*Try it*:
One range is to be output from the listing below, exactly as written: the line with "remembering that first</text>" to the line with "the most terrifying,</text>", both kept.

── Material for this exercise

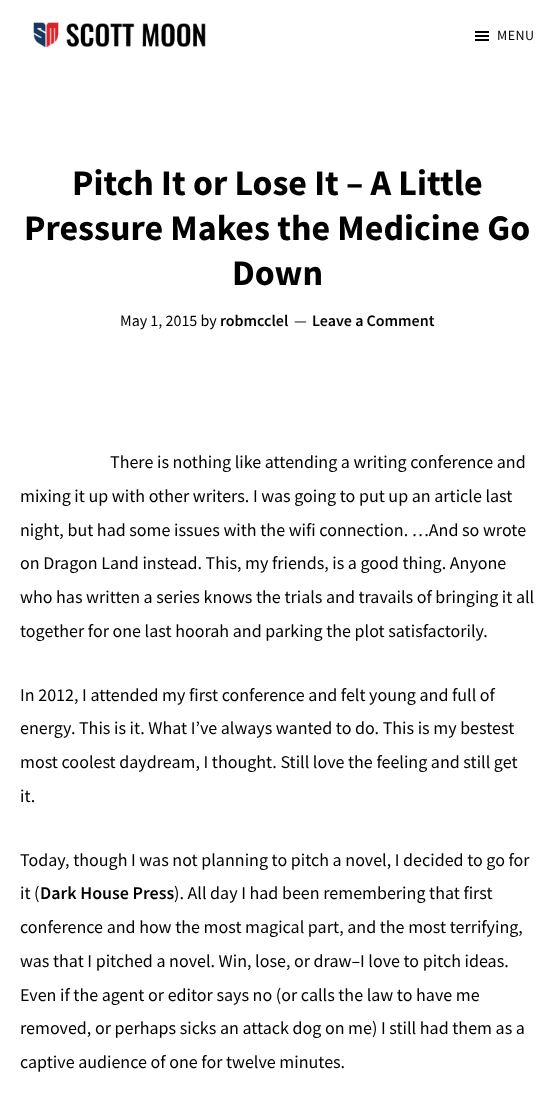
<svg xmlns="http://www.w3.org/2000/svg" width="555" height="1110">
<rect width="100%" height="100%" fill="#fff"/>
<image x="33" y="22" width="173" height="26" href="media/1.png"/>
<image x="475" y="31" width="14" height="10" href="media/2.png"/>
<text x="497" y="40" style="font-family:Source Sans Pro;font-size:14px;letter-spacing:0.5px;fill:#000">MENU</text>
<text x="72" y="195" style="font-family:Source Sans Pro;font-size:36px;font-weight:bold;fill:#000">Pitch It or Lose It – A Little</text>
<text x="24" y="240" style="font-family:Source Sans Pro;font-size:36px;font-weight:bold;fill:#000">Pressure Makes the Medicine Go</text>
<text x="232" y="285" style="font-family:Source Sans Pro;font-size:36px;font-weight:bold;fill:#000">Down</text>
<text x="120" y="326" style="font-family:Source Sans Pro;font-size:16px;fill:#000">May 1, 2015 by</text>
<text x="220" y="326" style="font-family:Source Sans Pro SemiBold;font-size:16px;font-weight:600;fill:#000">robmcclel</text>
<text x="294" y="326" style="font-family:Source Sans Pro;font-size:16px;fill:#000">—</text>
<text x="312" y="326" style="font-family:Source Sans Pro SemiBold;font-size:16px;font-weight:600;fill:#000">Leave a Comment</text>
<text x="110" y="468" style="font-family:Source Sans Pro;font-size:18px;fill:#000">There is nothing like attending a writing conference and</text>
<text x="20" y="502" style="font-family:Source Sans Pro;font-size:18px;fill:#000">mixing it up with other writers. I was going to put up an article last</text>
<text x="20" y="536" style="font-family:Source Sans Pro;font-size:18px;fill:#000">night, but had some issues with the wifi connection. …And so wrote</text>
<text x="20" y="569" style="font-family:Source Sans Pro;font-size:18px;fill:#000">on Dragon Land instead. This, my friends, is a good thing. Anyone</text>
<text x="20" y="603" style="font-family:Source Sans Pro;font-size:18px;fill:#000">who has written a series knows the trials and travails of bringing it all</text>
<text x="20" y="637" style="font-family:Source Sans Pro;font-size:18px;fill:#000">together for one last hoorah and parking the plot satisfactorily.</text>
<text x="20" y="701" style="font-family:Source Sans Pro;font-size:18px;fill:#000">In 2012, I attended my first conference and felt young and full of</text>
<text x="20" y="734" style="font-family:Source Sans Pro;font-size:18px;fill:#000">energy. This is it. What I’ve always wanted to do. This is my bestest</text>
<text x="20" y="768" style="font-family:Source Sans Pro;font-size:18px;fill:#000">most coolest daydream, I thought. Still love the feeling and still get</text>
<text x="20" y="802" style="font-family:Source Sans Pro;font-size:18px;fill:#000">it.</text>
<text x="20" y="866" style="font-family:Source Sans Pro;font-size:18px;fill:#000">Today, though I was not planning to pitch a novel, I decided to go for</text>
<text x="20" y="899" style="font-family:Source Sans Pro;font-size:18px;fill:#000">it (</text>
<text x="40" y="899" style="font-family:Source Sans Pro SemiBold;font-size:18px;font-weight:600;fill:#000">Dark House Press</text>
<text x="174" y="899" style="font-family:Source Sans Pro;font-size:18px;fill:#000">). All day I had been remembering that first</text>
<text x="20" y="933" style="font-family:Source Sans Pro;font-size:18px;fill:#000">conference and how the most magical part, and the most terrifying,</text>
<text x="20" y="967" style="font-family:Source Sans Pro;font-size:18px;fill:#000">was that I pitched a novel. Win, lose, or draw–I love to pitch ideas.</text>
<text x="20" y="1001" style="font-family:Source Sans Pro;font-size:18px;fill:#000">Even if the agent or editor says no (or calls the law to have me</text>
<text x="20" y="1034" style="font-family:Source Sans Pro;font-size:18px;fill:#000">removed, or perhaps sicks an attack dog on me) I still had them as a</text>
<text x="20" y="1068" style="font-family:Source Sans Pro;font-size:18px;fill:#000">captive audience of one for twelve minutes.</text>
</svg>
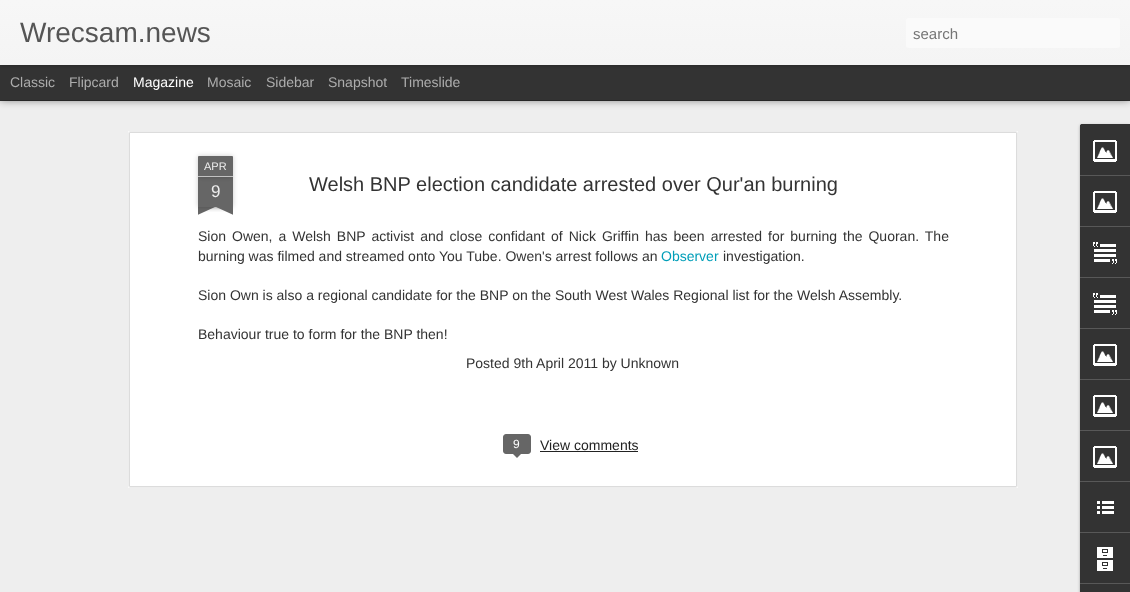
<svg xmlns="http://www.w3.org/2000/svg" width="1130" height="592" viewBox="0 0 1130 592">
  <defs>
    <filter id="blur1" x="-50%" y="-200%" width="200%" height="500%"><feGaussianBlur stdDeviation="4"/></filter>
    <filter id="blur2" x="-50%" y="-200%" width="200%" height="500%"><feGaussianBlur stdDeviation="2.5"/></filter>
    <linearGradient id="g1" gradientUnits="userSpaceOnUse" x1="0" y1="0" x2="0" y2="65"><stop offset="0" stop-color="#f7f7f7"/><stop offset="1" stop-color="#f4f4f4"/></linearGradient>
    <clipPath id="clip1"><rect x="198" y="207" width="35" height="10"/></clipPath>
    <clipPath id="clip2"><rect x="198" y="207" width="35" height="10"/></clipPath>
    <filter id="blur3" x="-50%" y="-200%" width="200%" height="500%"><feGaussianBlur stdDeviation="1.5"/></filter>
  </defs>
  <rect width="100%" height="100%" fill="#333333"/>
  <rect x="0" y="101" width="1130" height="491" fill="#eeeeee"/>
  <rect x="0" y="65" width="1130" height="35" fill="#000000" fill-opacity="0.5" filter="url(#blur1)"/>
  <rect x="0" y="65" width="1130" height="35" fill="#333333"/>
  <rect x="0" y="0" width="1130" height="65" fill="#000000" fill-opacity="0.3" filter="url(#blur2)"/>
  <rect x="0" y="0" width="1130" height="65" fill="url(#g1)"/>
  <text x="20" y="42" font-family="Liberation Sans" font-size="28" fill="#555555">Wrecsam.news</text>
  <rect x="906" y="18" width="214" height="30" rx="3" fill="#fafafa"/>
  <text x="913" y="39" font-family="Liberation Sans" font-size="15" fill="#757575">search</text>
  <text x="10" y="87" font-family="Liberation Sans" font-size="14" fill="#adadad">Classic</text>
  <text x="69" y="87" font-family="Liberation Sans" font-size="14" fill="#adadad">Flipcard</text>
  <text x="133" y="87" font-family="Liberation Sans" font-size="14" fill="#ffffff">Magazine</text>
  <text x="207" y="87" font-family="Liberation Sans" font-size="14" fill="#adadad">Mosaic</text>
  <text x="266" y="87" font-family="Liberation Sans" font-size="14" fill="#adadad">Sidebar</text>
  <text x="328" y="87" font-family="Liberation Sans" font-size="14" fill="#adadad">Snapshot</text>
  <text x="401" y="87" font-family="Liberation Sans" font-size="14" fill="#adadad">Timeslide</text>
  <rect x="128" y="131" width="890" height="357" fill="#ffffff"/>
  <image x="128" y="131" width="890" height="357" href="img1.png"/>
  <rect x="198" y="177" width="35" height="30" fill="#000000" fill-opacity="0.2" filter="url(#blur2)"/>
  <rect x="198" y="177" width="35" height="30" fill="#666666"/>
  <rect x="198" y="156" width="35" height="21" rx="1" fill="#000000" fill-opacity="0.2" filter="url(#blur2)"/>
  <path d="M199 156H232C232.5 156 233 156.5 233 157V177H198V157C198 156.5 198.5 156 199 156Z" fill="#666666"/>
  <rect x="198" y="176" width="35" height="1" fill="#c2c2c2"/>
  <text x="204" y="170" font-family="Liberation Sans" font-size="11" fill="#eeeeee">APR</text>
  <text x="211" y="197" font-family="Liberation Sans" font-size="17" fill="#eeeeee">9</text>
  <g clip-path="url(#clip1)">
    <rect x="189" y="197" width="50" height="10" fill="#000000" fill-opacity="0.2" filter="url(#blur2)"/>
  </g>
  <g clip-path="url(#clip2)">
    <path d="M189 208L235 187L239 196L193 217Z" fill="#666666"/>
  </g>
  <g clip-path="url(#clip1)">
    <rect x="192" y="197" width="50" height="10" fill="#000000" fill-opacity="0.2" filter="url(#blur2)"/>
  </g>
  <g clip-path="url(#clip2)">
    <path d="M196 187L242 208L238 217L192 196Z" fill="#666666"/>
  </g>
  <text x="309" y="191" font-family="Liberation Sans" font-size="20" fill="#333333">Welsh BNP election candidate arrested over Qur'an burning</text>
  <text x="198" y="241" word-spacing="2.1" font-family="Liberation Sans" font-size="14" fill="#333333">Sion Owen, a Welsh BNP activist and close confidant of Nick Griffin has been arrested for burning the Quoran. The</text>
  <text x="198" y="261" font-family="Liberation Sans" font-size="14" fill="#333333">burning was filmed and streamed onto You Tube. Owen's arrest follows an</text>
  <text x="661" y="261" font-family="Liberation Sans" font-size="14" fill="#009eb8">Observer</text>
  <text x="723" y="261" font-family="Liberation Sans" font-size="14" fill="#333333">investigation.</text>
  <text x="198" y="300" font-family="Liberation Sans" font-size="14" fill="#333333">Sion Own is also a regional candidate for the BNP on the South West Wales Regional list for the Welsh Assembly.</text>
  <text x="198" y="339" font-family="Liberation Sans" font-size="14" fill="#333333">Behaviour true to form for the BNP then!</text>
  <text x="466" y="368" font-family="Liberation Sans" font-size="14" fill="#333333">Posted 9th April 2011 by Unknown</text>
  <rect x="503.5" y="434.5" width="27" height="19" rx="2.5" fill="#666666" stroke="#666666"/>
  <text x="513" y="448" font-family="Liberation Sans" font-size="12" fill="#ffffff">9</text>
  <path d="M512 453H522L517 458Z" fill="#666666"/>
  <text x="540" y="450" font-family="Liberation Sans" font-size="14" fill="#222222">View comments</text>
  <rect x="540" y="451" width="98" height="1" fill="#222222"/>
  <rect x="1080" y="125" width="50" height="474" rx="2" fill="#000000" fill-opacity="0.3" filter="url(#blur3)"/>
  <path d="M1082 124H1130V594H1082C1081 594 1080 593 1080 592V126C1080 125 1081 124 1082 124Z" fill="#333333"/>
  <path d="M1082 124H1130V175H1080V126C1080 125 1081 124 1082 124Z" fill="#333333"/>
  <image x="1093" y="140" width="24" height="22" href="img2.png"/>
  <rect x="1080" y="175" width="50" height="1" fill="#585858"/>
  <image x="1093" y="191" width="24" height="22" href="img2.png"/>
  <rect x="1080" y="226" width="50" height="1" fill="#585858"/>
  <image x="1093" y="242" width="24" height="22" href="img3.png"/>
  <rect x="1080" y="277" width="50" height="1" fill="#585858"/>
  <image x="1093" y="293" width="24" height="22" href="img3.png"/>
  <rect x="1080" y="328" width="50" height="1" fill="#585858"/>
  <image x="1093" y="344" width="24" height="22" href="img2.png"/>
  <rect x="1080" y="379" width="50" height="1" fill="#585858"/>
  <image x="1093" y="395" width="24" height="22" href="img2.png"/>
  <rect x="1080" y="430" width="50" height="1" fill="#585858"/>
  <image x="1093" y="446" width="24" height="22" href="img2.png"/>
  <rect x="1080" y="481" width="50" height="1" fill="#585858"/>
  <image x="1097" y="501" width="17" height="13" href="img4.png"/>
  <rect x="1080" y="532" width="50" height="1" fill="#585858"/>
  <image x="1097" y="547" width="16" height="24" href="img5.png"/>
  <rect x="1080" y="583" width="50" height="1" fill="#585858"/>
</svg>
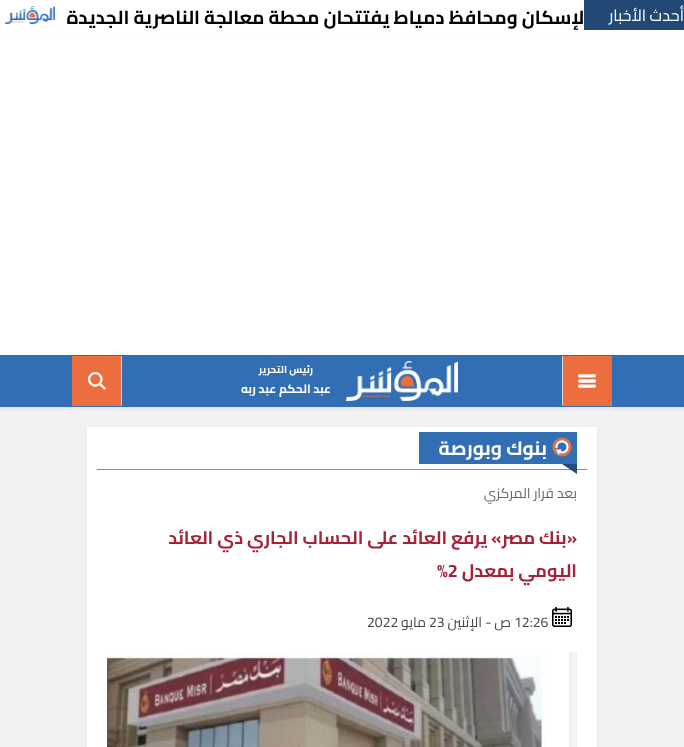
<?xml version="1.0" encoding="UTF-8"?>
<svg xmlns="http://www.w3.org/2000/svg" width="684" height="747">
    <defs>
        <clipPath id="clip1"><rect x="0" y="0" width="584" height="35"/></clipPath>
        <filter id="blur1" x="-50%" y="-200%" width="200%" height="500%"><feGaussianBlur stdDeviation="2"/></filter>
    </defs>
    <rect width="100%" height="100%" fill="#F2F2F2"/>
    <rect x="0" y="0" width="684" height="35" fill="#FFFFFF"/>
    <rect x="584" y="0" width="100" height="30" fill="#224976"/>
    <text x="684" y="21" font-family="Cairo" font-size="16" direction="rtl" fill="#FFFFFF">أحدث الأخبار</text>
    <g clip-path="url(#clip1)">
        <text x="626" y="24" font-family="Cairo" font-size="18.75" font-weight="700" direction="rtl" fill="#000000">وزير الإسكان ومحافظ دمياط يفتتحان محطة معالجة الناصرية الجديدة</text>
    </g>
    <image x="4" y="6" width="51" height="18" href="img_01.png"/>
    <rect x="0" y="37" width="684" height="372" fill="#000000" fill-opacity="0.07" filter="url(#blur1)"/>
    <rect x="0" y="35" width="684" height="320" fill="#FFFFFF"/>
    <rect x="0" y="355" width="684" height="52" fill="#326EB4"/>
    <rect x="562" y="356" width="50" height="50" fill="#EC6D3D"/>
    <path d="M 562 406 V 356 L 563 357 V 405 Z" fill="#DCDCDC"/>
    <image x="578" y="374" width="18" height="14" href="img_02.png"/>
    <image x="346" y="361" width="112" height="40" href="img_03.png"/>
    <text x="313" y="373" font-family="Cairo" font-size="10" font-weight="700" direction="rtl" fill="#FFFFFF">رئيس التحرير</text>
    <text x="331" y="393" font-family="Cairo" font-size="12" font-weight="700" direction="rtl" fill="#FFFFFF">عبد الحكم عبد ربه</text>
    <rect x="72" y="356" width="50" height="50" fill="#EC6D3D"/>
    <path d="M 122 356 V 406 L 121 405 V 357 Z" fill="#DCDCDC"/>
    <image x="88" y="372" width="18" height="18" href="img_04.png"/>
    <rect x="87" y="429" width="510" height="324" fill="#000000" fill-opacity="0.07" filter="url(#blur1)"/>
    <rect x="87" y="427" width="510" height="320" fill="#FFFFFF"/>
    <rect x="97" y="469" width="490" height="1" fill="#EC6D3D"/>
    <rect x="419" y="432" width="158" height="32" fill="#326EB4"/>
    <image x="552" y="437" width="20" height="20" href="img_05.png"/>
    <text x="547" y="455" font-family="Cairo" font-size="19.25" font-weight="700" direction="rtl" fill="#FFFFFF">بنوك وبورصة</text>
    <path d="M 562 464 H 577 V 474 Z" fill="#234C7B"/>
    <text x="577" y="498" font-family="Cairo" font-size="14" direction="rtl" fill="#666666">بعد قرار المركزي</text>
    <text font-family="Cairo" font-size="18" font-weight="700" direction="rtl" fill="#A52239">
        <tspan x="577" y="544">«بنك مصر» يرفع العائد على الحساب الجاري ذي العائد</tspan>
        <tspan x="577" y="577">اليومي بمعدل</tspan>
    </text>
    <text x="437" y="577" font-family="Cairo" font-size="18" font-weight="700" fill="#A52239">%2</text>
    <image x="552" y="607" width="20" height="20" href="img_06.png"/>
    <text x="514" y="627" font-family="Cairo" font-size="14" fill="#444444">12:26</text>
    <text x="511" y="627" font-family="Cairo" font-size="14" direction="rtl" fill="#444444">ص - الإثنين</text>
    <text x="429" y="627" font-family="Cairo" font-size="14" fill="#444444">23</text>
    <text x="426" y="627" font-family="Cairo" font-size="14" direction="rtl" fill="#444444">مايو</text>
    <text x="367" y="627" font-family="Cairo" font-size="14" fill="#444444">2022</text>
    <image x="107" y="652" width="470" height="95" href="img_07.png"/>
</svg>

────

*Finished task*:
<text x="174" y="899" style="font-family:Source Sans Pro;font-size:18px;fill:#000">). All day I had been remembering that first</text>
<text x="20" y="933" style="font-family:Source Sans Pro;font-size:18px;fill:#000">conference and how the most magical part, and the most terrifying,</text>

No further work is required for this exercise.